Unrealistic experiments and crude engineering suggest that success may be beyond Burma's reach, say researchers for an opposition Burmese media group. They base their claims on information provided by Sai Thein Win, a former major in the Burmese army, who is said to have been trained in Russia in missile technology. He has since defected from Burma.
"The intent is clear and that is a very disturbing matter for international agreements," said the researchers, Robert Kelley and Ali Fowle, of the Democratic Voice of Burma. "Burma is trying to build pieces of a nuclear programme, specifically a nuclear reactor to make plutonium and a uranium enrichment programme".
A report, Burma's Nuclear Ambitions, is being broadcast on the Arabic satellite television channel al-Jazeera today. "What we have uncovered is the very beginnings of a nuclear weapons programme," Evan Williams, the programme's reporter, said last night.
In a related development, Jim Webb, chairman of the US Senate foreign relations subcommittee on east Asia and Pacific affairs, said he had put off a visit to Burma because of new, albeit unsubstantiated, allegations that its military regime was collaborating with North Korea to develop a nuclear programme.
"Until there is further clarification on these matters, I believe it would be unwise and potentially counterproductive for me to visit Burma," Webb said.
Kelley and Fowle's report, Nuclear Related Activities in Burma, contains a copy of what they say is a secret document from the country's "nuclear battalion", instructing a factory to build a "bomb reactor".
According to a translation, the letter requests the production of material to make a bomb reactor needed for research "for the use of special substance production". It is signed by Lieutenant Colonel Win Ko. The request came from the No 1 Science and Technology Regiment, Thabeikkyin, and is dated 4 February 2010. It is colloquially referred to as the nuclear battalion, Kelley and Fowle say in their report. They say that the term "bomb reactor" was "simply a very strong vessel to contain a violent chemical reaction".
Kelley and Fowle compare their source, Sai Thein Win, to Mordechai Vanunu, the technician who blew the whistle on Israel's nuclear weapons reactor at Dimona. Referring to hundreds of photographs they say he has smuggled out of Burma, they say: "Photographs could be faked but there are so many and they are so consistent with other information and within themselves that they lead to a high degree of confidence that Burma is pursuing nuclear technology".

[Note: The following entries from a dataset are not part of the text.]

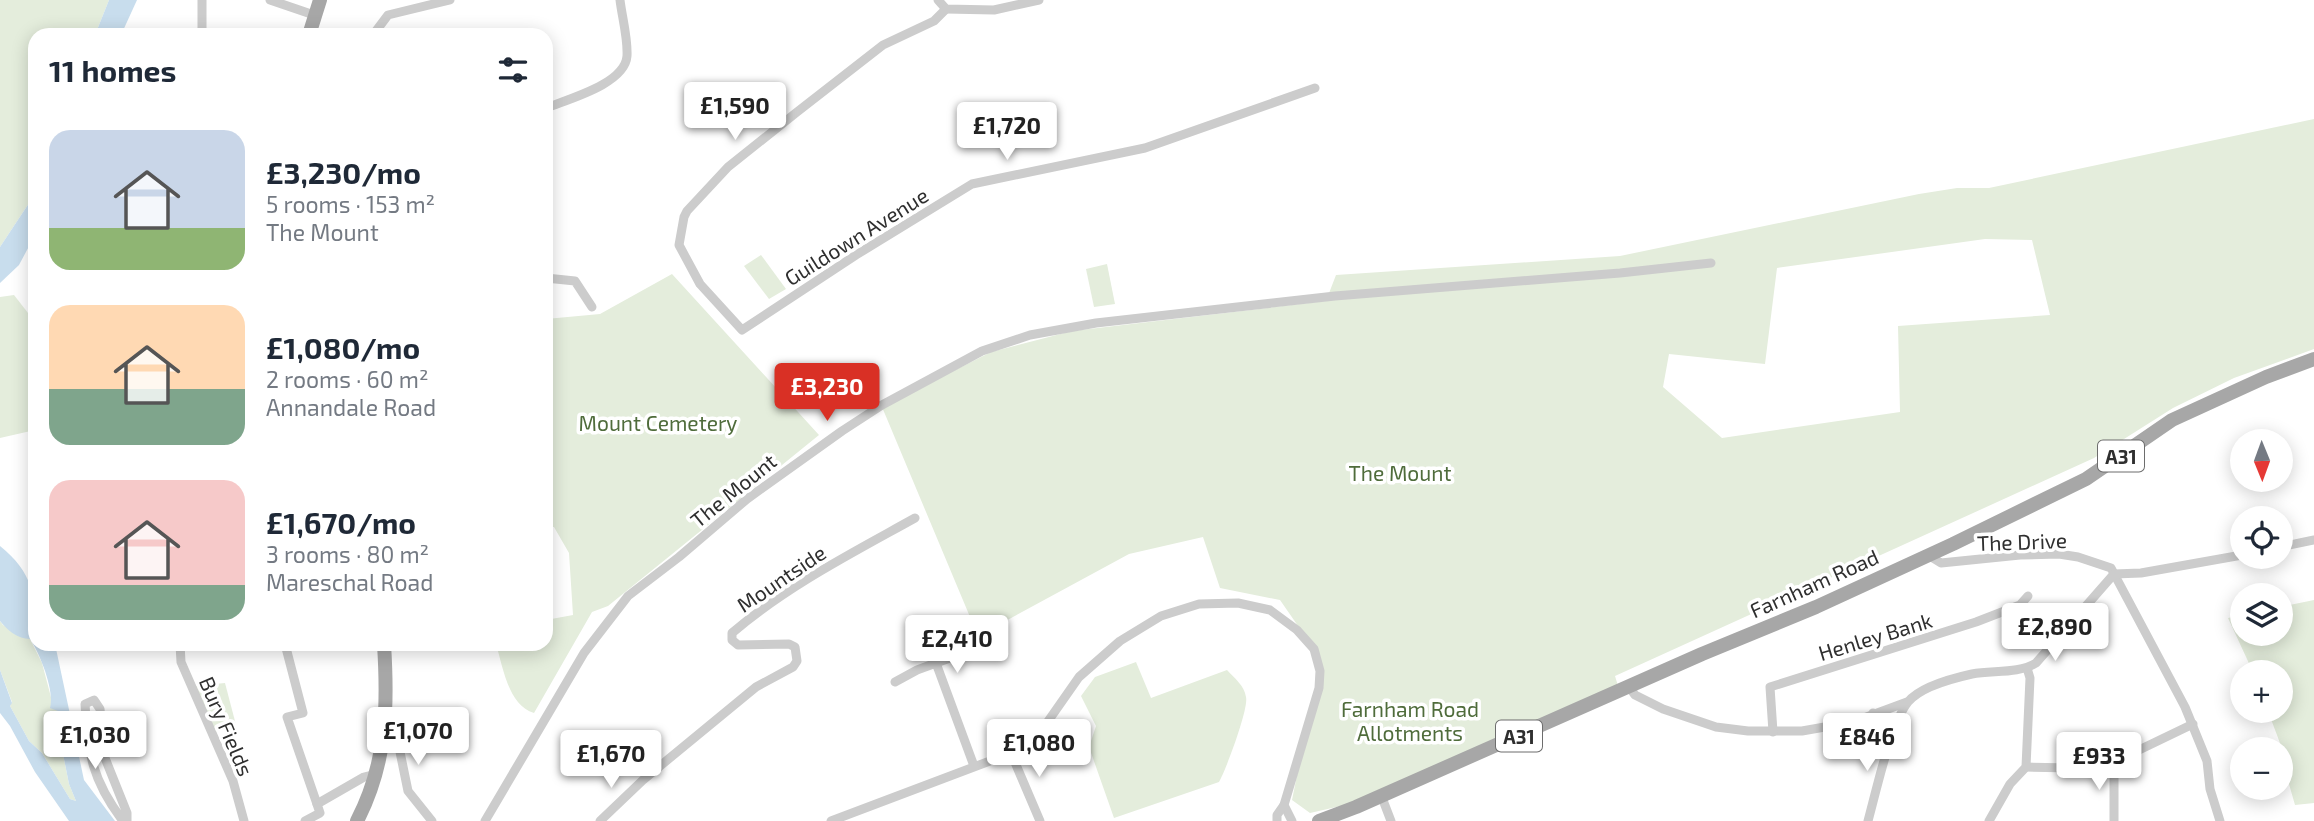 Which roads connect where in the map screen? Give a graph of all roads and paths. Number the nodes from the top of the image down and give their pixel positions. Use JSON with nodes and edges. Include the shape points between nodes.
{"nodes":[{"id":1,"x":202,"y":0,"type":"edge"},
{"id":2,"x":270,"y":0,"type":"edge"},
{"id":3,"x":320,"y":0,"type":"edge"},
{"id":4,"x":450,"y":0,"type":"edge"},
{"id":5,"x":620,"y":0,"type":"edge"},
{"id":6,"x":938,"y":0,"type":"edge"},
{"id":7,"x":1040,"y":0,"type":"edge"},
{"id":8,"x":946,"y":9,"type":"junction"},
{"id":9,"x":314,"y":15,"type":"junction"},
{"id":10,"x":202,"y":28,"type":"edge"},
{"id":11,"x":311,"y":28,"type":"edge"},
{"id":12,"x":378,"y":28,"type":"edge"},
{"id":13,"x":1315,"y":88,"type":"dead end"},
{"id":14,"x":553,"y":105,"type":"edge"},
{"id":15,"x":1711,"y":263,"type":"dead end"},
{"id":16,"x":553,"y":279,"type":"edge"},
{"id":17,"x":592,"y":307,"type":"dead end"},
{"id":18,"x":2314,"y":359,"type":"edge"},
{"id":19,"x":915,"y":518,"type":"dead end"},
{"id":20,"x":2314,"y":540,"type":"edge"},
{"id":21,"x":2293,"y":544,"type":"edge"},
{"id":22,"x":1928,"y":555,"type":"junction"},
{"id":23,"x":2230,"y":557,"type":"edge"},
{"id":24,"x":2114,"y":574,"type":"junction"},
{"id":25,"x":2028,"y":596,"type":"dead end"},
{"id":26,"x":180,"y":651,"type":"edge"},
{"id":27,"x":287,"y":651,"type":"edge"},
{"id":28,"x":385,"y":651,"type":"edge"},
{"id":29,"x":950,"y":658,"type":"dead end"},
{"id":30,"x":936,"y":663,"type":"junction"},
{"id":31,"x":2027,"y":668,"type":"junction"},
{"id":32,"x":895,"y":682,"type":"dead end"},
{"id":33,"x":1629,"y":687,"type":"junction"},
{"id":34,"x":1908,"y":702,"type":"junction"},
{"id":35,"x":1873,"y":713,"type":"junction"},
{"id":36,"x":2193,"y":724,"type":"junction"},
{"id":37,"x":1773,"y":732,"type":"junction"},
{"id":38,"x":384,"y":733,"type":"junction"},
{"id":39,"x":1893,"y":733,"type":"junction"},
{"id":40,"x":1011,"y":753,"type":"junction"},
{"id":41,"x":2114,"y":762,"type":"junction"},
{"id":42,"x":974,"y":766,"type":"junction"},
{"id":43,"x":2026,"y":767,"type":"junction"},
{"id":44,"x":376,"y":774,"type":"junction"},
{"id":45,"x":1381,"y":795,"type":"junction"},
{"id":46,"x":1284,"y":804,"type":"junction"},
{"id":47,"x":318,"y":808,"type":"junction"},
{"id":48,"x":125,"y":821,"type":"edge"},
{"id":49,"x":244,"y":821,"type":"edge"},
{"id":50,"x":305,"y":821,"type":"edge"},
{"id":51,"x":357,"y":821,"type":"edge"},
{"id":52,"x":432,"y":821,"type":"edge"},
{"id":53,"x":485,"y":821,"type":"edge"},
{"id":54,"x":600,"y":821,"type":"edge"},
{"id":55,"x":831,"y":821,"type":"edge"},
{"id":56,"x":1040,"y":821,"type":"edge"},
{"id":57,"x":1277,"y":821,"type":"edge"},
{"id":58,"x":1292,"y":821,"type":"edge"},
{"id":59,"x":1319,"y":821,"type":"edge"},
{"id":60,"x":1391,"y":821,"type":"edge"},
{"id":61,"x":1868,"y":821,"type":"edge"},
{"id":62,"x":1989,"y":821,"type":"edge"},
{"id":63,"x":2114,"y":821,"type":"edge"},
{"id":64,"x":2220,"y":821,"type":"edge"}],
"edges":[{"from":1,"to":10,"type":"street"},
{"from":2,"to":9,"type":"street"},
{"from":3,"to":9,"type":"main road"},
{"from":4,"to":12,"type":"street","via":[[388,15]]},
{"from":5,"to":14,"type":"street","via":[[627,58],[618,74]]},
{"from":6,"to":8,"type":"street"},
{"from":7,"to":8,"type":"street","via":[[994,10]]},
{"from":8,"to":13,"type":"street","name":"Guildown Avenue","via":[[934,21],[883,45],[728,167],[687,211],[679,245],[700,284],[742,330],[972,184],[1145,148]]},
{"from":9,"to":11,"type":"main road"},
{"from":15,"to":53,"type":"street","name":"The Mount","via":[[1122,320],[1030,335],[982,351],[842,431],[753,494],[628,596],[584,653]]},
{"from":16,"to":17,"type":"street","via":[[575,281]]},
{"from":18,"to":22,"type":"main road","name":"Farnham Road","number":"A31","via":[[2172,420],[2085,479]]},
{"from":19,"to":54,"type":"street","name":"Mountside","via":[[831,564],[732,633],[738,645],[789,644],[797,661],[756,687]]},
{"from":20,"to":21,"type":"street"},
{"from":22,"to":24,"type":"street","name":"The Drive","via":[[1941,563],[2059,554],[2097,562]]},
{"from":22,"to":33,"type":"main road","name":"Farnham Road","number":"A31"},
{"from":23,"to":24,"type":"street"},
{"from":24,"to":31,"type":"street"},
{"from":24,"to":36,"type":"street"},
{"from":25,"to":37,"type":"street","name":"Henley Bank","via":[[2020,605],[1976,622],[1770,687]]},
{"from":26,"to":49,"type":"street","name":"Bury Fields","via":[[181,662],[233,781]]},
{"from":27,"to":47,"type":"street","via":[[303,713],[288,716]]},
{"from":28,"to":38,"type":"main road","via":[[388,697]]},
{"from":29,"to":30,"type":"street"},
{"from":30,"to":32,"type":"street"},
{"from":30,"to":42,"type":"street"},
{"from":31,"to":34,"type":"street","via":[[1951,679]]},
{"from":31,"to":43,"type":"street"},
{"from":33,"to":37,"type":"street","via":[[1662,709],[1716,727]]},
{"from":33,"to":45,"type":"main road","name":"Farnham Road","number":"A31"},
{"from":34,"to":35,"type":"street"},
{"from":34,"to":39,"type":"street"},
{"from":35,"to":37,"type":"street","via":[[1853,722]]},
{"from":35,"to":39,"type":"street"},
{"from":36,"to":41,"type":"street"},
{"from":36,"to":64,"type":"street"},
{"from":38,"to":44,"type":"main road"},
{"from":38,"to":52,"type":"street","via":[[399,747],[408,791]]},
{"from":39,"to":61,"type":"street"},
{"from":40,"to":42,"type":"street"},
{"from":40,"to":46,"type":"street","via":[[1044,727],[1079,677],[1120,641],[1161,616],[1199,604],[1238,603],[1270,610],[1297,630],[1314,649],[1320,671],[1313,713]]},
{"from":40,"to":56,"type":"street"},
{"from":41,"to":43,"type":"street","via":[[2073,768]]},
{"from":41,"to":63,"type":"street"},
{"from":42,"to":55,"type":"street"},
{"from":43,"to":62,"type":"street","via":[[2010,784]]},
{"from":44,"to":47,"type":"street","via":[[363,777]]},
{"from":44,"to":51,"type":"main road"},
{"from":45,"to":59,"type":"main road","name":"Farnham Road","number":"A31"},
{"from":45,"to":60,"type":"street"},
{"from":46,"to":57,"type":"street"},
{"from":46,"to":58,"type":"street"},
{"from":47,"to":50,"type":"street"},
{"from":48,"to":48,"type":"street","via":[[95,776],[85,704],[94,700],[100,709],[105,758],[127,813]]}]}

Despite their view that Burmese scientists are far from acquiring the technology or building anything dangerous, they say their analysis "leads to only one conclusion; this technology is only for nuclear weapons and not civilian use or nuclear power".
They say the country's nuclear programme is headed by Dr Ko Ko Oo who has openly expressed his interests in "nuclear matters".
They add that Sai Thein Win provided photographs of machinery that could be used for making uranium compounds, including uranium hexafluoride gas used in uranium enrichment. He is also said to have described "nozzles used in advanced lasers that separate uranium isotopes into materials used for bombs".
Sai Thein Win's whereabouts have not been revealed.